Tramway, métro et pistes cyclables sont les modes de déplacement locaux indispensables pour contribuer efficacement au combat global contre le changement climatique. Idem pour le transport de marchandises, dont le transfert vers le fret ferroviaire, fluvial ou maritime aiderait à réduire considérablement nos dépenses d’énergie.
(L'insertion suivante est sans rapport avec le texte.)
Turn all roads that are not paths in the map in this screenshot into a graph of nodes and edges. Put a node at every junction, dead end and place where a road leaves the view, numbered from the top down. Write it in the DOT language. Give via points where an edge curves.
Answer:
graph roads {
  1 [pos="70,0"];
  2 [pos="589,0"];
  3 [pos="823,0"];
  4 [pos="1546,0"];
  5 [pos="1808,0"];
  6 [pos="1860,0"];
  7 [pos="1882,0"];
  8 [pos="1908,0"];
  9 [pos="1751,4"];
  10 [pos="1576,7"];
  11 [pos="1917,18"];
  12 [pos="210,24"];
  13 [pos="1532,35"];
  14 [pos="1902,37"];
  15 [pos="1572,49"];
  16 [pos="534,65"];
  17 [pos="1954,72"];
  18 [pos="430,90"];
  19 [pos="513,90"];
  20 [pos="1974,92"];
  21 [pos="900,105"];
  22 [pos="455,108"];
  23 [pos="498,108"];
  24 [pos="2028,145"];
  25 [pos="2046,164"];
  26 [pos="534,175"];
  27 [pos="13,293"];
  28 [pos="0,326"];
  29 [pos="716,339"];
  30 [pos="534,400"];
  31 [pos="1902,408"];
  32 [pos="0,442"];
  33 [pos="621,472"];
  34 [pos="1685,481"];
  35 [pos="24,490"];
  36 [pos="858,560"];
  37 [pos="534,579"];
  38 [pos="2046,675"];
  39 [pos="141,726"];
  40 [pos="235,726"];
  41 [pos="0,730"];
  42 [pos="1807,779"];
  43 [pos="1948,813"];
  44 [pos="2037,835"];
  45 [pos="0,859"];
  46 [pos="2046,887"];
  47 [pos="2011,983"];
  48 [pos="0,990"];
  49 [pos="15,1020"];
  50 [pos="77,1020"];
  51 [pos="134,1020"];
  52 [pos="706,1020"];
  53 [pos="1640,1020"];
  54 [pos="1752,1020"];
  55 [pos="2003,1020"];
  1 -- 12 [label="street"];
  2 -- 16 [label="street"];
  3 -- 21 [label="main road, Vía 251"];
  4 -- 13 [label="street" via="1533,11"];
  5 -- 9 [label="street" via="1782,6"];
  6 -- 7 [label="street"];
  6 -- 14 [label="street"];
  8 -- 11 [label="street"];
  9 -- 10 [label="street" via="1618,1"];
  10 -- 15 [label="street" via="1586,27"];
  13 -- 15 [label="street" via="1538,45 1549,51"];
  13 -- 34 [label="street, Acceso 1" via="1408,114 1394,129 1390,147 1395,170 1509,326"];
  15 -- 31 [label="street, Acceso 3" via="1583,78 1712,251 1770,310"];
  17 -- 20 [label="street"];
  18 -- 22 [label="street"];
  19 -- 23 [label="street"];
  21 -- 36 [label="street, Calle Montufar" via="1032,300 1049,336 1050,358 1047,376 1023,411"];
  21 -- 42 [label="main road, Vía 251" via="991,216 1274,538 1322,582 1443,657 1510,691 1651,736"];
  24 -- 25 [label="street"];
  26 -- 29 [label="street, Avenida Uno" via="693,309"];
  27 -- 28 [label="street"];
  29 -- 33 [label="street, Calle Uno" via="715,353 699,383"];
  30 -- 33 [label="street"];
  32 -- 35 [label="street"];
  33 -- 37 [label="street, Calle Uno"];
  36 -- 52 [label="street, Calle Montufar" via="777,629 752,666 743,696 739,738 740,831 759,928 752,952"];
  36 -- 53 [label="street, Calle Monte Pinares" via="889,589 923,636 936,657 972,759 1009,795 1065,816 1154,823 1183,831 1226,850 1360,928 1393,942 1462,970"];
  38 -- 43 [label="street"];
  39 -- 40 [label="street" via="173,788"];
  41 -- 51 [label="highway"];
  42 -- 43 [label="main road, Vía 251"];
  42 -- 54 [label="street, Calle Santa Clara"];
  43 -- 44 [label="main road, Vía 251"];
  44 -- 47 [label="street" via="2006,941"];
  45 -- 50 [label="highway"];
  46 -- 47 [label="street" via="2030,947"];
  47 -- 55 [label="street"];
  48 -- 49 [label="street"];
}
Des milliers d’emplois verts

Au passage, le développement de ces modes de transport innovants permettrait de créer des milliers d’emplois verts aujourd’hui inexistants, et de répondre aux besoins de mobilité des 8 millions de nos concitoyens qui en sont privés. Sauf qu’en France, certains préfèrent encore considérer ces idées de bon sens comme un luxe pour bobo. Et la fiscalité verte, que beaucoup d’États européens adoptent afin de faire évoluer les comportements, reste pour eux une forme d’écologie punitive.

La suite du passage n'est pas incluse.